There are two different ways to type – the “hunt and peck” method where you use your fingers to hit one key at a time to type. Alternatively you can put both hands on the keyboard with your fingers resting on the A,S,D,F and ;, J, K, L keys and thumbs hovering over the spacebar. You can type at a fair speed using more than 2 fingers but with touch typing, you can really maximise your speed by using your fingers in the best way.
With touch typing, you need to become comfortable with finger positioning before you increase your speed. It takes time for the muscles in your hands to develop to make the controlled movements touch typing requires.
A good course is important, to focus on accuracy before speed. You should also look at the set up of your monitor to allow for good posture and invest in a good keyboard. You need to practice not looking down at the keyboard!
How do you remember where the keys are?
Typing without looking is enabled by muscle memory, learning motor skills. Similar functions are used when you ride a bike or play the piano with two hands. Muscle memory is stored in your cerebellum, a part of the brain that sends signals to your body including your fingers, so you move them automatically without having to think about the action.
Why is it so important to know how to type?
Think about the time and effort it takes to write an essay or a long letter by hand. With a computer keyboard, you just press a key and the computer does the rest. You can also remember the correct pattern of keys needed to spell a word correctly.
I can’t type without looking down
It is hard not to look down to start with but in time, your brain will automatically remember where the keys are.

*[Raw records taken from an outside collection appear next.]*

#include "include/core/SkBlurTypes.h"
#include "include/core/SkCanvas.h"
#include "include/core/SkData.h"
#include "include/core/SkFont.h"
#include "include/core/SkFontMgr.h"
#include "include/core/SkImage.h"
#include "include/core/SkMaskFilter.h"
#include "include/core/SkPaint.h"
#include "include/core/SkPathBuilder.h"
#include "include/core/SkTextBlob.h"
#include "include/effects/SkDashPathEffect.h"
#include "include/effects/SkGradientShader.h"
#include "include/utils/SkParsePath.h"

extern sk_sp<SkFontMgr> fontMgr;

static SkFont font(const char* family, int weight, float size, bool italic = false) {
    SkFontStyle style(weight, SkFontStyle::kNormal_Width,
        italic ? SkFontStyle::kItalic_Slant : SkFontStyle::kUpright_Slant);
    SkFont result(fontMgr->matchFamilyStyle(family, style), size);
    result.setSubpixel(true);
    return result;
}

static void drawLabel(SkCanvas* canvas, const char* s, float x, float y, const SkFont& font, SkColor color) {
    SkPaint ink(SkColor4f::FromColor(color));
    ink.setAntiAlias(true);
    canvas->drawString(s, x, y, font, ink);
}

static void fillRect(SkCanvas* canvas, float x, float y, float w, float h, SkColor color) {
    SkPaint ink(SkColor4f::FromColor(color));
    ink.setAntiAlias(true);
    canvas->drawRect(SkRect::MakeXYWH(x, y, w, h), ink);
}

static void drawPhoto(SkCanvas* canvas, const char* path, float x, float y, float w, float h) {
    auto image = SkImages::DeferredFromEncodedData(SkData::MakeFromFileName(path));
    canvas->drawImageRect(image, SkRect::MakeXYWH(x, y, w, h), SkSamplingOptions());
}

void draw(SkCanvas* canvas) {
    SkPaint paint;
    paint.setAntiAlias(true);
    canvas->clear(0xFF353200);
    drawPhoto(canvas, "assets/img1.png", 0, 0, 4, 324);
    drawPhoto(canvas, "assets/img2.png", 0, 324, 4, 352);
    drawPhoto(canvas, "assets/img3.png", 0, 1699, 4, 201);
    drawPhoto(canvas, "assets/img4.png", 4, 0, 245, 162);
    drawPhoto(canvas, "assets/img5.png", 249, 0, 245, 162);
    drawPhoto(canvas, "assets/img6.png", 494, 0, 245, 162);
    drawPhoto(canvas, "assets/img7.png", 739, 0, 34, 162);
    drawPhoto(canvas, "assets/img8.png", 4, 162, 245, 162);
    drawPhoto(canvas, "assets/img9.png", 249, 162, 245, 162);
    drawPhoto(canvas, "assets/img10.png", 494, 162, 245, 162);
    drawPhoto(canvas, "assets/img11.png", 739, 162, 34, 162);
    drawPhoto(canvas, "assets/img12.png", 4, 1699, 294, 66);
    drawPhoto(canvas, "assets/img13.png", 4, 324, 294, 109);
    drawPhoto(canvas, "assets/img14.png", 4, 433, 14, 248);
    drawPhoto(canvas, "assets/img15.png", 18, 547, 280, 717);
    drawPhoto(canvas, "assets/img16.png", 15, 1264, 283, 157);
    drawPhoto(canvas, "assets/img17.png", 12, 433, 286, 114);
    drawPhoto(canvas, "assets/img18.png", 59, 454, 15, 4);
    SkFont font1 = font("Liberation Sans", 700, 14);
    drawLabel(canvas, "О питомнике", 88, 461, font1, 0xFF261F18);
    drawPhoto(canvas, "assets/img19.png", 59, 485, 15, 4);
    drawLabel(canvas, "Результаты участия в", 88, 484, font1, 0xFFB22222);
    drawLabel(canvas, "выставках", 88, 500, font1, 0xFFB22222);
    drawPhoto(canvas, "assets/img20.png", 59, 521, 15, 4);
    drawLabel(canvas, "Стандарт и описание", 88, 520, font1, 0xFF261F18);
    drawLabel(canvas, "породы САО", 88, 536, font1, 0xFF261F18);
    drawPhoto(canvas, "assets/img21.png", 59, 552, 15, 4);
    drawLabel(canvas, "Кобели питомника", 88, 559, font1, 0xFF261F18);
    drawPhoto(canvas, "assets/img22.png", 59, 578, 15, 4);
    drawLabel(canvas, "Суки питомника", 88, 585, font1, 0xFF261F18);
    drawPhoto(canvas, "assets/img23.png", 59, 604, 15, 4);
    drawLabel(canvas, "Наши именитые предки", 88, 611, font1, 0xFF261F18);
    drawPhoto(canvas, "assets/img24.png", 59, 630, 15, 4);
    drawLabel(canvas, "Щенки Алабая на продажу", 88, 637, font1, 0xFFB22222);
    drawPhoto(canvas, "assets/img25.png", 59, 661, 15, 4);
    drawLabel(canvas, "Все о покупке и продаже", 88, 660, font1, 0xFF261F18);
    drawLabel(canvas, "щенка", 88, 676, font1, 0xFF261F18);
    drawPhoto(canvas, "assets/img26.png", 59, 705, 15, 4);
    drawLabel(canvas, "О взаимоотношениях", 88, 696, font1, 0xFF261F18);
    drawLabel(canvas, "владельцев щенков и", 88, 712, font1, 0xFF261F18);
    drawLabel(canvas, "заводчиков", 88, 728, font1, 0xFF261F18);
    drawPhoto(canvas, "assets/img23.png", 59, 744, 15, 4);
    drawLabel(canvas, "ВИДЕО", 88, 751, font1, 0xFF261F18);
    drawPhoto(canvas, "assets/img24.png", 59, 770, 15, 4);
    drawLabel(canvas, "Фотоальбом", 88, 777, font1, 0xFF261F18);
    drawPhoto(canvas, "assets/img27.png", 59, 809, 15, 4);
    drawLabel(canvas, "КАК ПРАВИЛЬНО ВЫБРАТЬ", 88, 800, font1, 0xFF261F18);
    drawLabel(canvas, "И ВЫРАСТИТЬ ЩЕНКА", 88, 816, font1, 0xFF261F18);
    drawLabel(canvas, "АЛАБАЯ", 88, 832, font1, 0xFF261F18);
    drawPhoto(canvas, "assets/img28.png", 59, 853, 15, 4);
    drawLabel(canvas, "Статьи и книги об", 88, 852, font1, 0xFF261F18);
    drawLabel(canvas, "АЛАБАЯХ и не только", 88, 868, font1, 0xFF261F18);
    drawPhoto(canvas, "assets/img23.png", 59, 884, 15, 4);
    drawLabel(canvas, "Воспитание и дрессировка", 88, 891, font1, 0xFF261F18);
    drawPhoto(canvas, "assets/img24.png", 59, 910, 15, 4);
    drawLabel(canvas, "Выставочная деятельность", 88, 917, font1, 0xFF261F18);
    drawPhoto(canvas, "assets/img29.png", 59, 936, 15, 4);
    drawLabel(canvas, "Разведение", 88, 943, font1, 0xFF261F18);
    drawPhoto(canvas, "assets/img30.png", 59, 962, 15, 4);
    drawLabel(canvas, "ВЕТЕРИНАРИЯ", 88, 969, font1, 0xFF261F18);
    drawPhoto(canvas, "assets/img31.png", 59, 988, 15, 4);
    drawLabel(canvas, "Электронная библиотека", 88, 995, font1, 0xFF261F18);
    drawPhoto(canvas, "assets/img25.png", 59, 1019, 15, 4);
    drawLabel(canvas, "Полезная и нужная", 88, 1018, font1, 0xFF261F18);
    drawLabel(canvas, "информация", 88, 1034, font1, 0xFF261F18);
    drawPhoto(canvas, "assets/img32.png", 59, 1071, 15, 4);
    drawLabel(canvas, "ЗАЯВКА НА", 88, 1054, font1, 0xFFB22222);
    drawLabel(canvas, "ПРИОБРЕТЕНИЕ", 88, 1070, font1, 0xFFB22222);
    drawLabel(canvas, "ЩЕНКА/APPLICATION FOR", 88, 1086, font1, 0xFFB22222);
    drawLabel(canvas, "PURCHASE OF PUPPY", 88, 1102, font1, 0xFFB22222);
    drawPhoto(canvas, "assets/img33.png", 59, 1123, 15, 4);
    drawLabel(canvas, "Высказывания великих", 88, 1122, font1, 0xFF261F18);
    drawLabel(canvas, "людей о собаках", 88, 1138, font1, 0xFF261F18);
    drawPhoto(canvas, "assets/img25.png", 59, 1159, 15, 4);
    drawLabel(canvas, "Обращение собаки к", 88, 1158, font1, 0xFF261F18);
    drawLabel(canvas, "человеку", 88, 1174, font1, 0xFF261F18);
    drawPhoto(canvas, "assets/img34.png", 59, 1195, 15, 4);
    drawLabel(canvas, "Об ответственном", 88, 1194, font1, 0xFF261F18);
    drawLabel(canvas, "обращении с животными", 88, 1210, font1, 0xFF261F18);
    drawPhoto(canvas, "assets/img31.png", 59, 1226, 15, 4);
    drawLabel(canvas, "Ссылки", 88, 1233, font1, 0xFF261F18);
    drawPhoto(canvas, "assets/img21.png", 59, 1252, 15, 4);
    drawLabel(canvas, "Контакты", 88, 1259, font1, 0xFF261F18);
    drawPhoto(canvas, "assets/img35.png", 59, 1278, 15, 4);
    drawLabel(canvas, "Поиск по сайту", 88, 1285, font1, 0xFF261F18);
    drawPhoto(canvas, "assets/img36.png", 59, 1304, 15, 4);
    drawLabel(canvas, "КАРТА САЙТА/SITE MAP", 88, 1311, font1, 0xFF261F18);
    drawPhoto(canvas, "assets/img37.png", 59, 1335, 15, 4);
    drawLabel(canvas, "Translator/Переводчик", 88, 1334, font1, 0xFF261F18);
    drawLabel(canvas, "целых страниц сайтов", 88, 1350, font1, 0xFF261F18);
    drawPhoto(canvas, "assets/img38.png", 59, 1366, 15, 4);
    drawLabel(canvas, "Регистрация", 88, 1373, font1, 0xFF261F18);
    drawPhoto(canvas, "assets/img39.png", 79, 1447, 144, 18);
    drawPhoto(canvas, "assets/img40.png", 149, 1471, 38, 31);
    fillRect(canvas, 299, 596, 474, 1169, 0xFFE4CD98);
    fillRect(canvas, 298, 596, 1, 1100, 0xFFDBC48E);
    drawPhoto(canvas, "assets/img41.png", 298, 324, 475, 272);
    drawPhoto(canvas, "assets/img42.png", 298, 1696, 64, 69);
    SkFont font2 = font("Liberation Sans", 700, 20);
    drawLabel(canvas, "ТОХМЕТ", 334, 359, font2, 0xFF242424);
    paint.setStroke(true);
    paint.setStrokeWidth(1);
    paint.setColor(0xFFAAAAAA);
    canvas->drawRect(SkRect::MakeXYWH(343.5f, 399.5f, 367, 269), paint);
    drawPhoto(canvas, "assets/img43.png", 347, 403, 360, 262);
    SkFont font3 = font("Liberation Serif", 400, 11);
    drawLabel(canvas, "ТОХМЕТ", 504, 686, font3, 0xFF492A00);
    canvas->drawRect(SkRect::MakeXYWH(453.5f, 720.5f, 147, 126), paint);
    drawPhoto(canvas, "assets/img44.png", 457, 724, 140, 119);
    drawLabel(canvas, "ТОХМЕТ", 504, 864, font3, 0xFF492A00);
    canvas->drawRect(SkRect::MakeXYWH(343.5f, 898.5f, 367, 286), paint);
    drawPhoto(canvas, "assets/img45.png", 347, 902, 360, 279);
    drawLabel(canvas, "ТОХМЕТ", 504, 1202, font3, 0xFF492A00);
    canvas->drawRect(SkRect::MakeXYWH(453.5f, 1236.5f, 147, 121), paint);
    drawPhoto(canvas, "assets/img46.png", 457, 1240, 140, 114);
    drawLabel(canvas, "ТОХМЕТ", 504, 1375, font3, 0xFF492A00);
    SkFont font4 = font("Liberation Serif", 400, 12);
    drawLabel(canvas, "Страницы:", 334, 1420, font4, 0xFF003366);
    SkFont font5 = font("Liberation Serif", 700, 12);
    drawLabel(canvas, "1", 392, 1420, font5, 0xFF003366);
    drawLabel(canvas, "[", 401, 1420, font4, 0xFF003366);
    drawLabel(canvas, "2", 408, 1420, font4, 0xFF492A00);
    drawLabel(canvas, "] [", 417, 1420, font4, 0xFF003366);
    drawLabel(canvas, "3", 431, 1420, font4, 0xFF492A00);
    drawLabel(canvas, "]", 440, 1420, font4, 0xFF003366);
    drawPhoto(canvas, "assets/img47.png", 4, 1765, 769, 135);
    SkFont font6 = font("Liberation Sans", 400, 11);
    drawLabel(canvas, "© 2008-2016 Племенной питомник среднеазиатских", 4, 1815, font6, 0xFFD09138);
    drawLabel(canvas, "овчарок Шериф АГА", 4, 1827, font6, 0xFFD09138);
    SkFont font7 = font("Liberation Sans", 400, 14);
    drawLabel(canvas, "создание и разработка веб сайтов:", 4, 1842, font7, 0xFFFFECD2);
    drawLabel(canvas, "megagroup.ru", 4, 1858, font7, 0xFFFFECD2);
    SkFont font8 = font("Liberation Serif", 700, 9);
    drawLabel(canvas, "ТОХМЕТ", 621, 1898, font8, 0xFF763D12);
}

With the Type IT! touch typing course, your hands will be covered so you will have to type slowly to start with until your memory kicks in.
My hands are too big or too small
With a small child’s hands, yes, they might have wait until their hands are bigger to type. An ergonomic keyboard can help with larger hands because you have more space to move. You can also experiment between using a computer keyboard or a laptop keyboard.
I keep making mistakes
Everyone makes mistakes at the beginning. Keep practising and correct your mistakes and the correct finger positions will become part of your muscle memory. Keep your speed slow to start with and build from there.
I’m not fast enough
As above, the speed will come, but taking it slowly is important at the start until you have learnt the position of the keys.
It will take too much time to learn
Yes it will take time to learn but don’t forget, this is a skill for life which you can take anywhere, to school, University, to work and ultimately touch typing will save you so much time as your typing becomes faster and more accurate.
Typing lessons are not interesting
Lessons are broken up with games to challenge you. Plus, you are learning a new skill.
I have a learning disability.
Touch typing can actually be quicker and less difficult than writing for children or adults with learning difficulties. You learn through muscle memory not repetition and also memorise patterns to help with spelling.
There are a lot of benefits to learning this skill for life and learning to touch type actually can reduce strain on your fingers as you type more evenly and can also stop neck pain from less of that neck bobbing up and down too!